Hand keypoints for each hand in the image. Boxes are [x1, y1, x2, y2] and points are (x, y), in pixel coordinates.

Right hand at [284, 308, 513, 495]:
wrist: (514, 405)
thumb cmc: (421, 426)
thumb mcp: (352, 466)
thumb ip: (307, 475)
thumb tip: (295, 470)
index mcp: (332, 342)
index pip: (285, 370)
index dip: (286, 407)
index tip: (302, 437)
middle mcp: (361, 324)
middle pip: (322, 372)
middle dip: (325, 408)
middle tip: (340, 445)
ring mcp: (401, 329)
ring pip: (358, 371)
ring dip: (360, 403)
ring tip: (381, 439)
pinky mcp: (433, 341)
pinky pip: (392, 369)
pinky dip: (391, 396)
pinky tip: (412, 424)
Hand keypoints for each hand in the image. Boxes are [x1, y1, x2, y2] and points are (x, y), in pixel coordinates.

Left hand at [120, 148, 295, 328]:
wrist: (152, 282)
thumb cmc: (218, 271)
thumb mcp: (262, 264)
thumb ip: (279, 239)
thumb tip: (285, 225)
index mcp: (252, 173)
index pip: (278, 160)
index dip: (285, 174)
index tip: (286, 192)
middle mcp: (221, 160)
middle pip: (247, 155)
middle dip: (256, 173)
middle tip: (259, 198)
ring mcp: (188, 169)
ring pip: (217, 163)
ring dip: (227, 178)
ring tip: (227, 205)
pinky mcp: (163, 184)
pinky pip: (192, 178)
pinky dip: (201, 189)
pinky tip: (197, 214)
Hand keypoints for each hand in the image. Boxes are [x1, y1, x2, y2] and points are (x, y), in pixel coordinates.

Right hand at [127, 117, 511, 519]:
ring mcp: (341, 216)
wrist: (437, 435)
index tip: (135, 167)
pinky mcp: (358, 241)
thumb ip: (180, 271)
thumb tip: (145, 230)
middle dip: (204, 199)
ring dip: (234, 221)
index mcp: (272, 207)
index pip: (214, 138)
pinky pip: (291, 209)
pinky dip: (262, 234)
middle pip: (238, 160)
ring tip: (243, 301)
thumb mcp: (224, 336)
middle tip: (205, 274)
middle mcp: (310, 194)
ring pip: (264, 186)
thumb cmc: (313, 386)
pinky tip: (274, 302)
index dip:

_ _ _ _ _

■ **Task brief**:
The lines above, from the first through the one containing "index dip: (286, 407)", must be restated word for word, with nothing added.

■ **Answer area**:
Hand keypoints for each hand in the image. Boxes are [x1, y1, x2, y2] and points are (x, y), in pixel coordinates.

Right hand at [284, 308, 513, 495]:
wrist: (514, 405)
thumb cmc: (421, 426)
thumb mcp: (352, 466)
thumb ip: (307, 475)
thumb tip: (295, 470)
index mcp: (332, 342)
index pip: (285, 370)
index dip: (286, 407)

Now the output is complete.